Признания шамана позволяют заглянуть в мир первобытной психологии, но вот вопрос: исчерпывается ли ими этот мир? Как связать с всеподавяяющим чувством страха ту культуру, те формы одежды и жилища, которые заимствовала у жителей Севера и использовала в тех же экстремальных условиях современная цивилизация? В словах эскимоса преувеличена неосведомленность его народа о том, что происходит в окружающем мире. Глубокий знаток культуры первобытных народов профессор С. А. Токарев в своих работах показал удивительный по разнообразию объем накопленных в первобытную эпоху рациональных знаний, превосходящий естественные потребности того общества. Эти знания о природе, свойствах и видах животных и растений передавались иногда в отчетливо «систематизированной» форме. К первобытной «системологии» относят и тотемизм.
ЧИТАЯ КНИГУ ТОТЕМОВ
Тотемизм долгое время считали одной из форм первобытной религии, верой в сверхъестественное родство человека или коллектива с тотемом — каким-либо животным, растением и иным объектом природы. Исторические корни этой веры иногда усматривали в стремлении «привязать» к себе тотемическое животное как сородича, гарантировать обилие пищи путем специальных обрядов «размножения» тотема. Поразительное отождествление человека и животного-тотема как существ одного вида объяснялось «невычлененностью» человека из природы, «дологическим мышлением» дикаря (австралиец-абориген, тотемом которого считался кенгуру, увидев свою фотографию, признал, прежде всего, сходство ее именно с тотемом!).
Однако подобные прагматические объяснения тотемизма по-своему односторонни. И загадка тотемизма так и оставалась неразрешимой, пока исследователи искали некое идеальное его проявление; путь к разгадке наметился, когда ученые попытались нащупать в разнообразии тотемических представлений сложную систему.

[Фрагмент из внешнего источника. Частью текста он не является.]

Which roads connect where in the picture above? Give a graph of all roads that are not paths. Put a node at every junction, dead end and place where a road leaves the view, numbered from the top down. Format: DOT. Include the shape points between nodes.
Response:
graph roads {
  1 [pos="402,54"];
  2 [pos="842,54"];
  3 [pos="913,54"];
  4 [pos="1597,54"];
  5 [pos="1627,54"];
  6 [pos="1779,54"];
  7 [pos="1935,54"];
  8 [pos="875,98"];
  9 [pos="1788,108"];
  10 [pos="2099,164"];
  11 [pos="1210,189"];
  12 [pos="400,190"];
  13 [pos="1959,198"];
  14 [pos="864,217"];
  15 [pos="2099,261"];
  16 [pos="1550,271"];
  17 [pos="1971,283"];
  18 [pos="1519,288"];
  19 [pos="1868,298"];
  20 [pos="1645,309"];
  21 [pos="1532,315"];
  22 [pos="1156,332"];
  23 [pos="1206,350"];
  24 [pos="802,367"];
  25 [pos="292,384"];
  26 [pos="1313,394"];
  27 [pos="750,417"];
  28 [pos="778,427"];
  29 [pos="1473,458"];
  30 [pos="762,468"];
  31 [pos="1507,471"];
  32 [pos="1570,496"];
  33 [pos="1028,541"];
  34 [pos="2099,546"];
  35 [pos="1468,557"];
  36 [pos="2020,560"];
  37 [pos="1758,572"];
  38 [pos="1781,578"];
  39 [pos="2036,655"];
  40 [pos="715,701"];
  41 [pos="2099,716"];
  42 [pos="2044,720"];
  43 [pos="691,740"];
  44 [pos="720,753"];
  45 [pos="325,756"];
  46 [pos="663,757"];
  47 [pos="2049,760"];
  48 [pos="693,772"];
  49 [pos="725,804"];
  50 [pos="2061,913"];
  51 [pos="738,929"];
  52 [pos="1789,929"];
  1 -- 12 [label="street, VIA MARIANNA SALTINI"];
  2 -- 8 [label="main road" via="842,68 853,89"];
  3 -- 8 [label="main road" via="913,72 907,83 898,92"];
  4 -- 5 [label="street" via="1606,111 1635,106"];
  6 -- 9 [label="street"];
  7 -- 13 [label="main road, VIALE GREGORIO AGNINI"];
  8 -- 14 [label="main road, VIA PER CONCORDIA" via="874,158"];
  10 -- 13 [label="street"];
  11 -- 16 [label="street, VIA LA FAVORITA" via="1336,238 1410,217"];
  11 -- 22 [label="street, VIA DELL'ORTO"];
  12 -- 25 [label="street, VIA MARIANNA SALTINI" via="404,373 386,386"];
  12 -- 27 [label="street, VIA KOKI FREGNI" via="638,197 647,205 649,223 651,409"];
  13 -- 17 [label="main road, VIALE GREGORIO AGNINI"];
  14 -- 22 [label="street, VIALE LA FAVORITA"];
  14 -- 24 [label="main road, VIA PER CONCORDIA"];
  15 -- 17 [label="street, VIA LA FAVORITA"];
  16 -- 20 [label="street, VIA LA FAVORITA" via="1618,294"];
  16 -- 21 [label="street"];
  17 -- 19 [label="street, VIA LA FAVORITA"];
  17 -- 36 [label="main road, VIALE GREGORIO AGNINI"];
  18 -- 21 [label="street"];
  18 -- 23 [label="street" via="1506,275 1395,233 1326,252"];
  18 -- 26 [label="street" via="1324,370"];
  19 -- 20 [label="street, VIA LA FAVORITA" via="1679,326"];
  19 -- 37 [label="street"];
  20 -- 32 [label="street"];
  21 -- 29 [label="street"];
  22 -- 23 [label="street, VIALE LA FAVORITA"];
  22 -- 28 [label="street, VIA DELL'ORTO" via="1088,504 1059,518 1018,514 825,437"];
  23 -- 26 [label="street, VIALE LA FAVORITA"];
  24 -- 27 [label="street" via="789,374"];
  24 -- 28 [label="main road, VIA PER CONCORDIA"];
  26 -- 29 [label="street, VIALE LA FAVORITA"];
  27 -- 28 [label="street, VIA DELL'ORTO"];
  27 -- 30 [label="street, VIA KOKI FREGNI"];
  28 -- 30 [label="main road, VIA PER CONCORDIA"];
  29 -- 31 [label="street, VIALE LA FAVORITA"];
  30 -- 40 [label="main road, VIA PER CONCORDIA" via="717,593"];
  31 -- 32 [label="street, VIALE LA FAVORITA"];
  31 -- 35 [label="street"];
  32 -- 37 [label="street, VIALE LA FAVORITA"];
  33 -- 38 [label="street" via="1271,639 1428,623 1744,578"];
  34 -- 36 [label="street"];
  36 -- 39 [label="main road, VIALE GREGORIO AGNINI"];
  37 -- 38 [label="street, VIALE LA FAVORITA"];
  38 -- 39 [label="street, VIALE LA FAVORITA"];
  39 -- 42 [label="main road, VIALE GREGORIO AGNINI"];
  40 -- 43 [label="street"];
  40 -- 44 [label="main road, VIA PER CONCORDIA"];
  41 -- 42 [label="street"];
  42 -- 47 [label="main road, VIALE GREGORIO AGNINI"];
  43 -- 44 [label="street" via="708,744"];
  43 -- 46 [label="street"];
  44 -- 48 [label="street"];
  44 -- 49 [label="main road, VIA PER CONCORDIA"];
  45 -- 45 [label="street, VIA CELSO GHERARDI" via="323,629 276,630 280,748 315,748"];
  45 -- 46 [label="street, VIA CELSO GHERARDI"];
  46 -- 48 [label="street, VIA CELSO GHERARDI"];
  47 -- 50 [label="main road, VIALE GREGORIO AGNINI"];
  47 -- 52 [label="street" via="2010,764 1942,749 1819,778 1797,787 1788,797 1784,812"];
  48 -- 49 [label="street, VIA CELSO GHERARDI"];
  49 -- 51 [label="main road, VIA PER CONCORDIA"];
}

Первобытный и древний человек, стремясь найти смысл жизни в окружающем мире, наделял его человеческой волей, переносил на природу свойства человеческого общества, прежде всего родовые связи. Именно они были главными в первобытную эпоху и регулировались сложными правилами. Чтобы легко разбираться в правилах отношений между родами, бродячими группами охотников и собирателей, нужно было знать тотемы (слово «тотем» на языке североамериканских индейцев оджибве означает «его род»).
Тотем определял место человека в обществе. Это был своего рода природный знак, символ, означавший социальные отношения. А система этих знаков читалась как целый связный текст. Так, у африканского племени луапала сгруппированы вместе кланы, имеющие тотемами леопарда и козла (леопарды охотятся на козлов), слона и глины (по преданию, женщины использовали в качестве горшков отпечатки слоновых ног в глине)…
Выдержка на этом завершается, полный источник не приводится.